Virtualization opens up new ways to architect, deploy and operate wireless networks, and its flexibility allows mobile operators to experiment with new network topologies. Virtualization has a profound impact on mobile networks end to end. As it shifts some of the traditionally centralized core functionality closer to the edge with initiatives like MEC, it also pulls the RAN infrastructure in the opposite direction, away from Distributed RANs in the edge to a shared, centralized location – with the Centralized RAN and Cloud RAN architectures. In a Cloud RAN, the CPRI fronthaul is replaced by a lower-bandwidth functional split, and baseband BBUs can be moved farther from the edge and become virtual BBUs.
Through virtualization, the combination of a more distributed core and a more centralized edge in a Cloud RAN creates an intermediate area where processing can be shifted. From a performance perspective, we can expect improved traffic and interference management, more advanced quality of service (QoS), lower latency and more efficient use of network resources. From a financial perspective, operators can save money – and squeeze more value from their wireless networks – when they place processing where it is most effective and least expensive.
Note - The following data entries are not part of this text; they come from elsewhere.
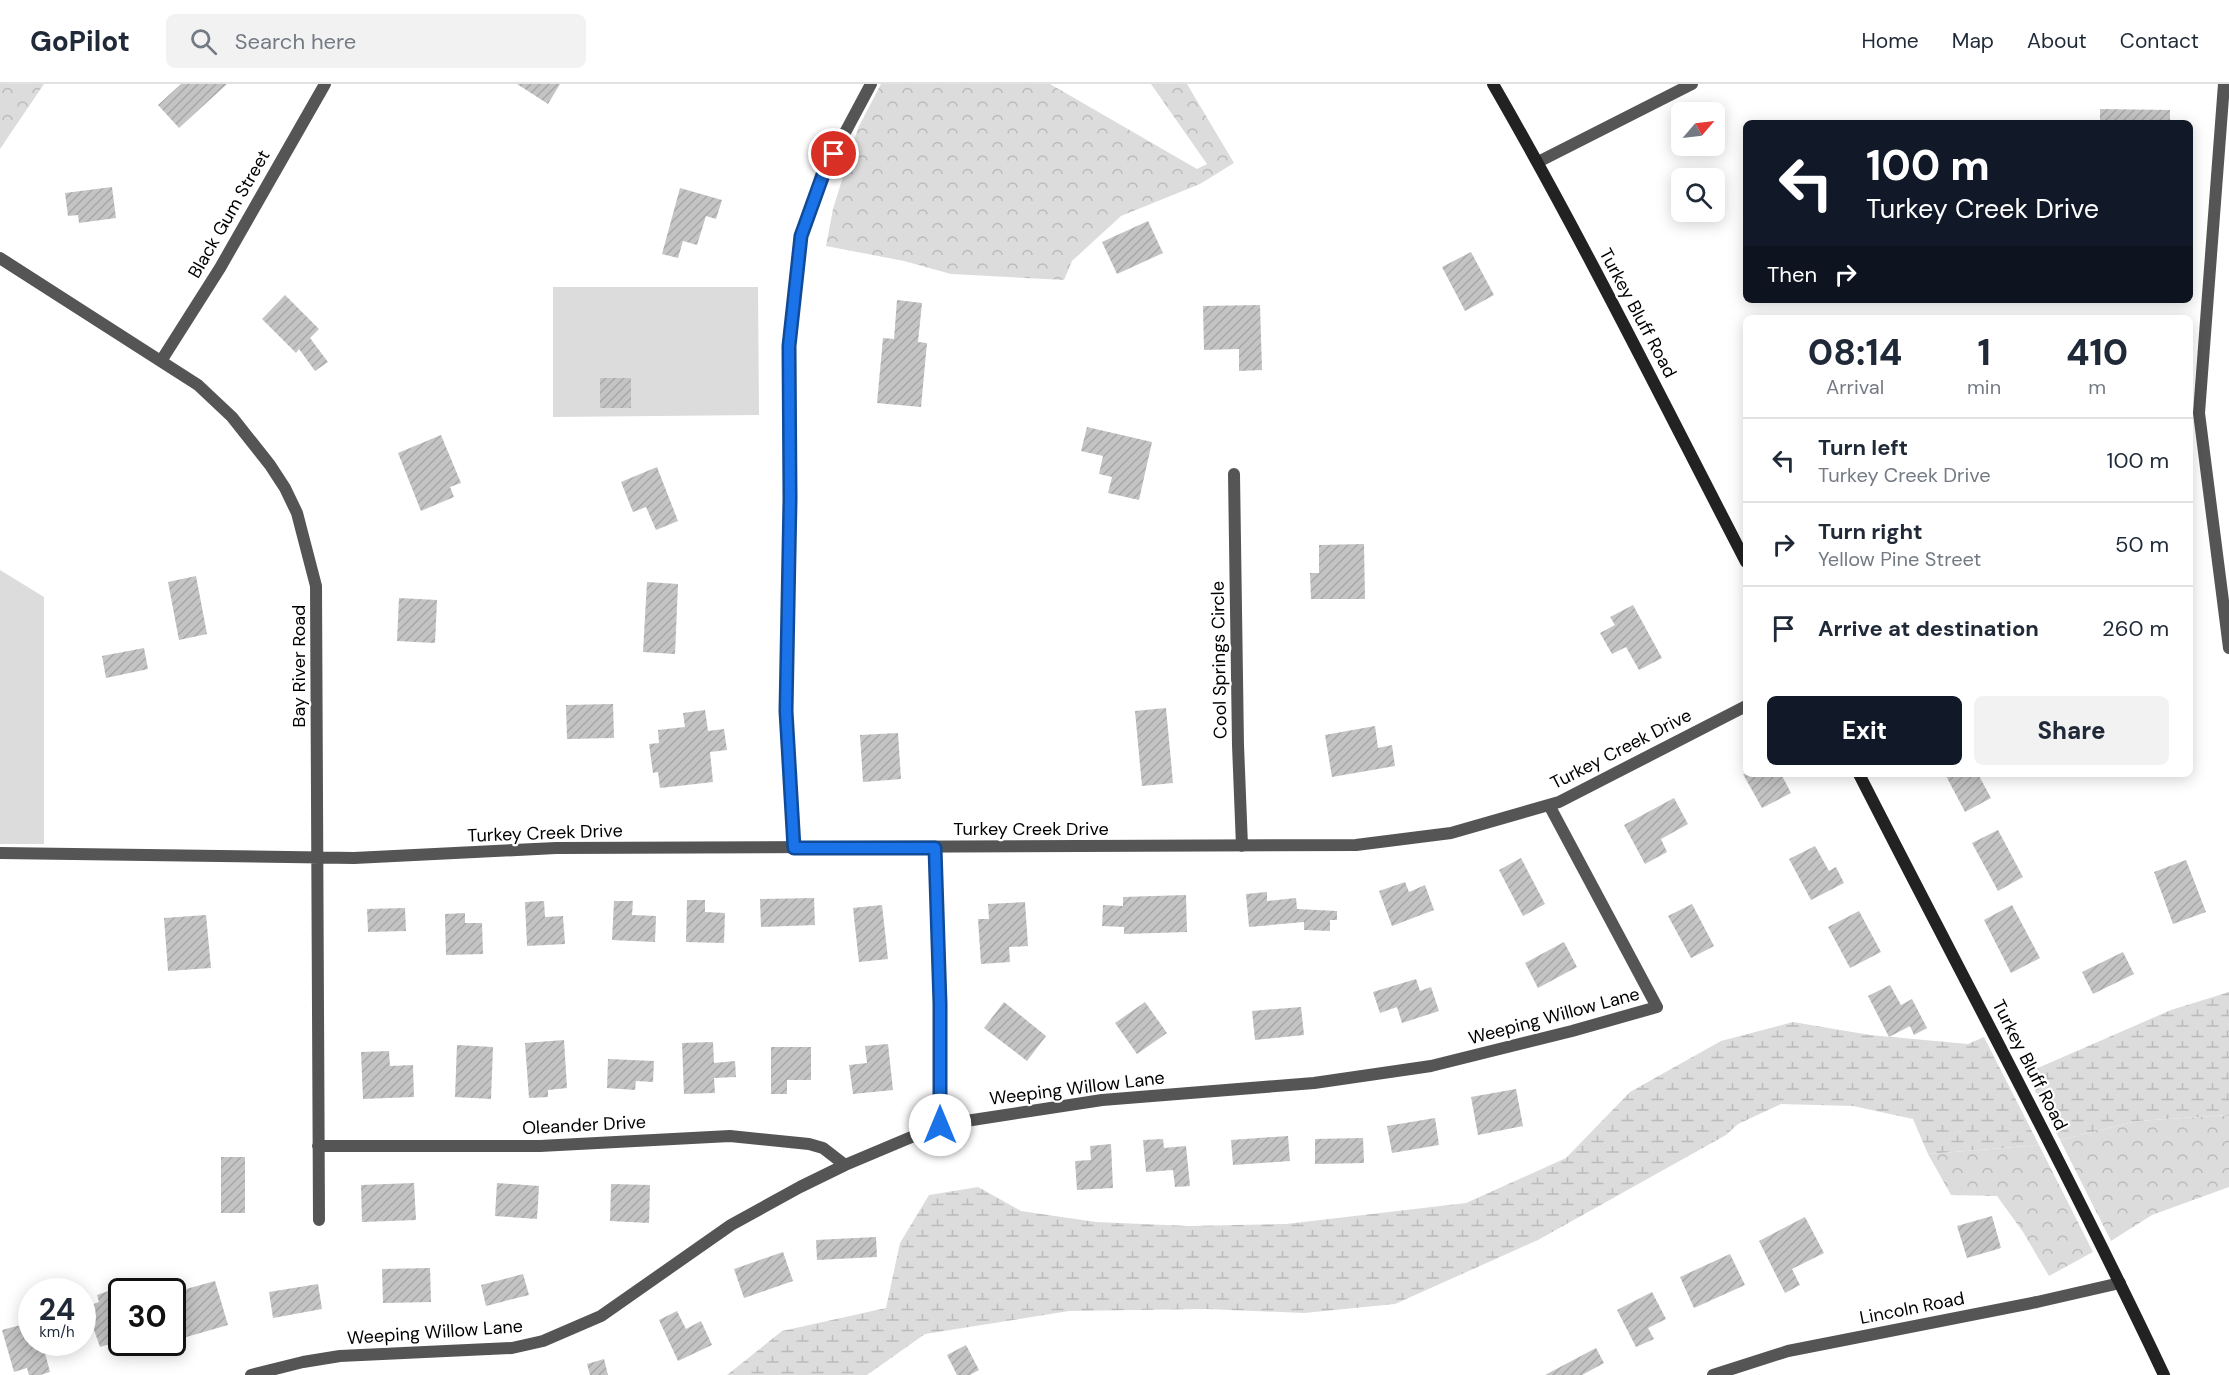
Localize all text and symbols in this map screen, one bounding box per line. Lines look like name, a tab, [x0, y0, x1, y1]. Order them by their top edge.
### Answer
search box	[166, 14, 586, 68]
text: GoPilot	[30, 23, 130, 60]
icon: search	[187, 25, 220, 58]
text: Search here	[235, 27, 356, 56]
text: Home	[1861, 27, 1919, 55]
text: Map	[1952, 27, 1994, 55]
text: About	[2027, 27, 2087, 55]
text: Contact	[2120, 27, 2199, 55]
north arrow	[1671, 102, 1725, 156]
map controls	[1671, 102, 1725, 222]
pin	[808, 128, 859, 179]
icon: arrive	[817, 137, 850, 170]
text: 100 m	[1866, 138, 1990, 193]
icon: left	[1767, 144, 1845, 222]
street label: Black Gum Street	[182, 145, 276, 283]
button: search	[1671, 168, 1725, 222]
text: Turkey Creek Drive	[1866, 191, 2099, 226]
street label: Turkey Bluff Road	[1594, 244, 1682, 382]
icon: right	[1829, 258, 1862, 291]
text: Then	[1767, 260, 1817, 289]
text: 08:14	[1808, 329, 1902, 376]
text: 1	[1977, 329, 1991, 376]
text: 410	[2066, 329, 2128, 376]
text: Arrival	[1826, 374, 1884, 400]
text: min	[1967, 374, 2001, 400]
text: m	[2088, 374, 2106, 400]
text: Turn left	[1818, 433, 1908, 462]
icon: left	[1767, 444, 1800, 477]
text: 100 m	[2107, 446, 2169, 475]
text: Turkey Creek Drive	[1818, 462, 1991, 488]
text: Turn right	[1818, 517, 1923, 546]
icon: right	[1767, 528, 1800, 561]
text: 50 m	[2115, 530, 2169, 559]
text: Yellow Pine Street	[1818, 546, 1981, 572]
street label: Cool Springs Circle	[1206, 581, 1232, 739]
street label: Bay River Road	[287, 605, 311, 727]
icon: arrive	[1767, 612, 1800, 645]
text: Arrive at destination	[1818, 614, 2039, 643]
text: 260 m	[2102, 614, 2169, 643]
button: Exit	[1767, 696, 1962, 765]
button: Share	[1974, 696, 2169, 765]
street label: Turkey Creek Drive	[1546, 703, 1696, 795]
street label: Turkey Creek Drive	[953, 817, 1109, 841]
street label: Turkey Creek Drive	[467, 818, 623, 848]
street label: Weeping Willow Lane	[1466, 982, 1642, 1050]
street label: Turkey Bluff Road	[1987, 996, 2073, 1134]
street label: Weeping Willow Lane	[988, 1065, 1166, 1111]
position arrow	[908, 1093, 972, 1157]
street label: Oleander Drive	[522, 1110, 646, 1140]
speed limit sign: 30	[108, 1278, 186, 1356]
street label: Lincoln Road	[1858, 1286, 1966, 1330]
text: 24	[39, 1290, 75, 1329]
street label: Weeping Willow Lane	[346, 1314, 524, 1350]
text: km/h	[39, 1322, 75, 1342]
In this paper, we present a TCO model to show the cost savings an operator can expect in a Cloud RAN deployment over 5 years. We drill down into the specific financial benefits that macro cells and indoor and outdoor small cells contribute to the overall network. The specific cost savings vary across markets, operators, and environments (e.g., rural vs metropolitan, dense indoor vs low-density suburban environments), but the drivers are the same. Although our model enables us to look at how variations in cost assumptions and deployment strategy affect the business model, in this paper we direct our attention to a base case model and explore the joint impact that these drivers have in motivating the shift to a Cloud RAN architecture.